◆ How to complete this task
Would you return the records below character for character, without any images?

◆ Data for review
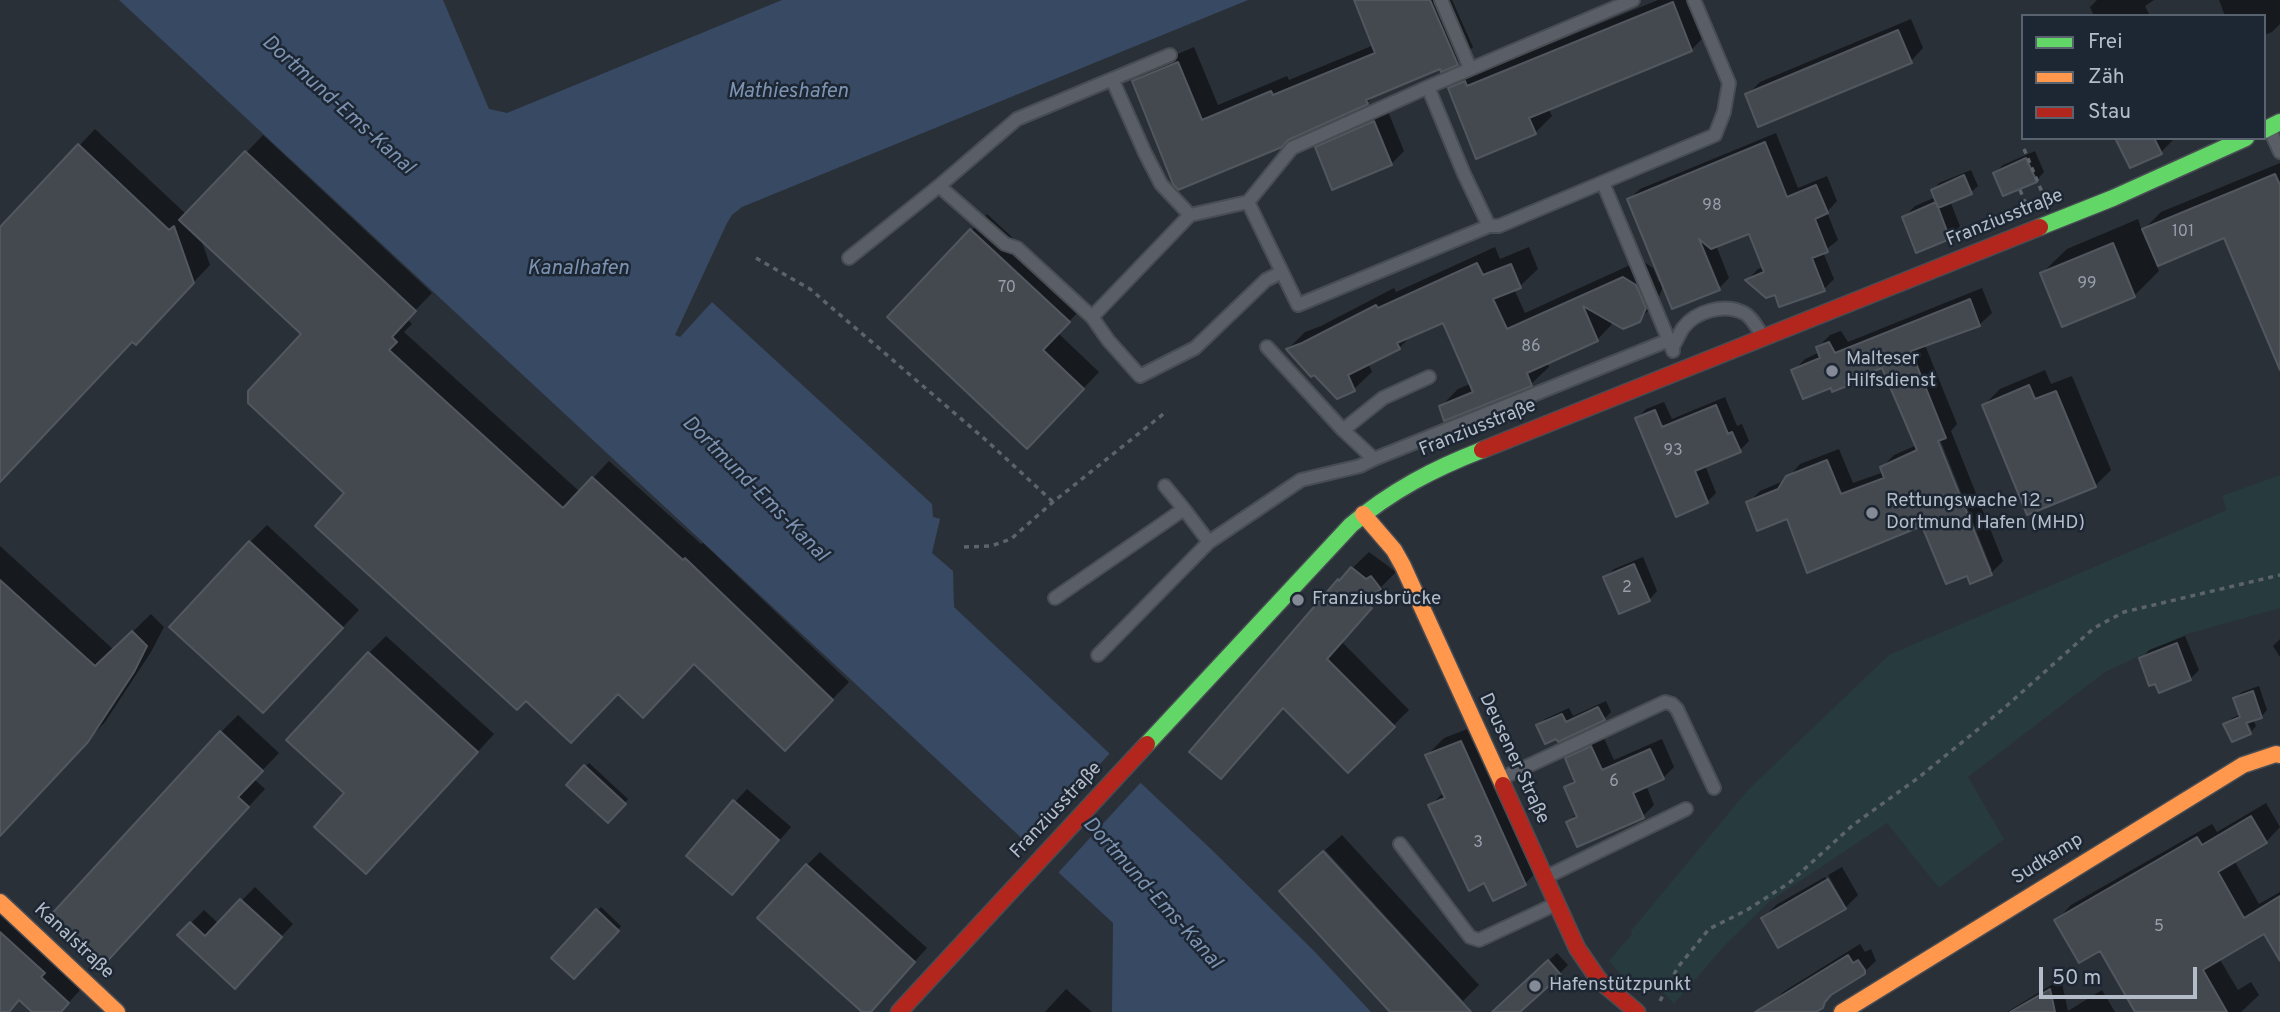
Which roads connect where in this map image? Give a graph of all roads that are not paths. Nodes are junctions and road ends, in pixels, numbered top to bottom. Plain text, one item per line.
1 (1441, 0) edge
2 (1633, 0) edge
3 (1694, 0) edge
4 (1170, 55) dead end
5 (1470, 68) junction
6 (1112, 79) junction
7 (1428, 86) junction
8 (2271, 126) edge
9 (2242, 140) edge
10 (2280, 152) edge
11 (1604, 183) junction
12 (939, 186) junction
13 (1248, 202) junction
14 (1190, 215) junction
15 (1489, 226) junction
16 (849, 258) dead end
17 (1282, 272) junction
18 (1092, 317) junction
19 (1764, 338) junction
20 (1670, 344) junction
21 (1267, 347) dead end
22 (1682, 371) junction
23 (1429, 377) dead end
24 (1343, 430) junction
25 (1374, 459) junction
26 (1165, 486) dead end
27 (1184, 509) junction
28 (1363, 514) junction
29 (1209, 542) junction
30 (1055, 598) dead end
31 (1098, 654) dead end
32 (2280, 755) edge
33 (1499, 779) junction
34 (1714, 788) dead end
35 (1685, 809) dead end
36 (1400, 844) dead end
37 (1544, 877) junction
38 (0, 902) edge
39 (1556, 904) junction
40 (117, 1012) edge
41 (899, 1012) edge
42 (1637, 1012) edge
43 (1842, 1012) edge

◆ Written answer
Which roads connect where in this map image? Give a graph of all roads that are not paths. Nodes are junctions and road ends, in pixels, numbered top to bottom. Plain text, one item per line.
1 (1441, 0) edge
2 (1633, 0) edge
3 (1694, 0) edge
4 (1170, 55) dead end
5 (1470, 68) junction
6 (1112, 79) junction
7 (1428, 86) junction
8 (2271, 126) edge
9 (2242, 140) edge
10 (2280, 152) edge
11 (1604, 183) junction
12 (939, 186) junction
13 (1248, 202) junction
14 (1190, 215) junction
15 (1489, 226) junction
16 (849, 258) dead end
17 (1282, 272) junction
18 (1092, 317) junction
19 (1764, 338) junction
20 (1670, 344) junction
21 (1267, 347) dead end
22 (1682, 371) junction
23 (1429, 377) dead end
24 (1343, 430) junction
25 (1374, 459) junction
26 (1165, 486) dead end
27 (1184, 509) junction
28 (1363, 514) junction
29 (1209, 542) junction
30 (1055, 598) dead end
31 (1098, 654) dead end
32 (2280, 755) edge
33 (1499, 779) junction
34 (1714, 788) dead end
35 (1685, 809) dead end
36 (1400, 844) dead end
37 (1544, 877) junction
38 (0, 902) edge
39 (1556, 904) junction
40 (117, 1012) edge
41 (899, 1012) edge
42 (1637, 1012) edge
43 (1842, 1012) edge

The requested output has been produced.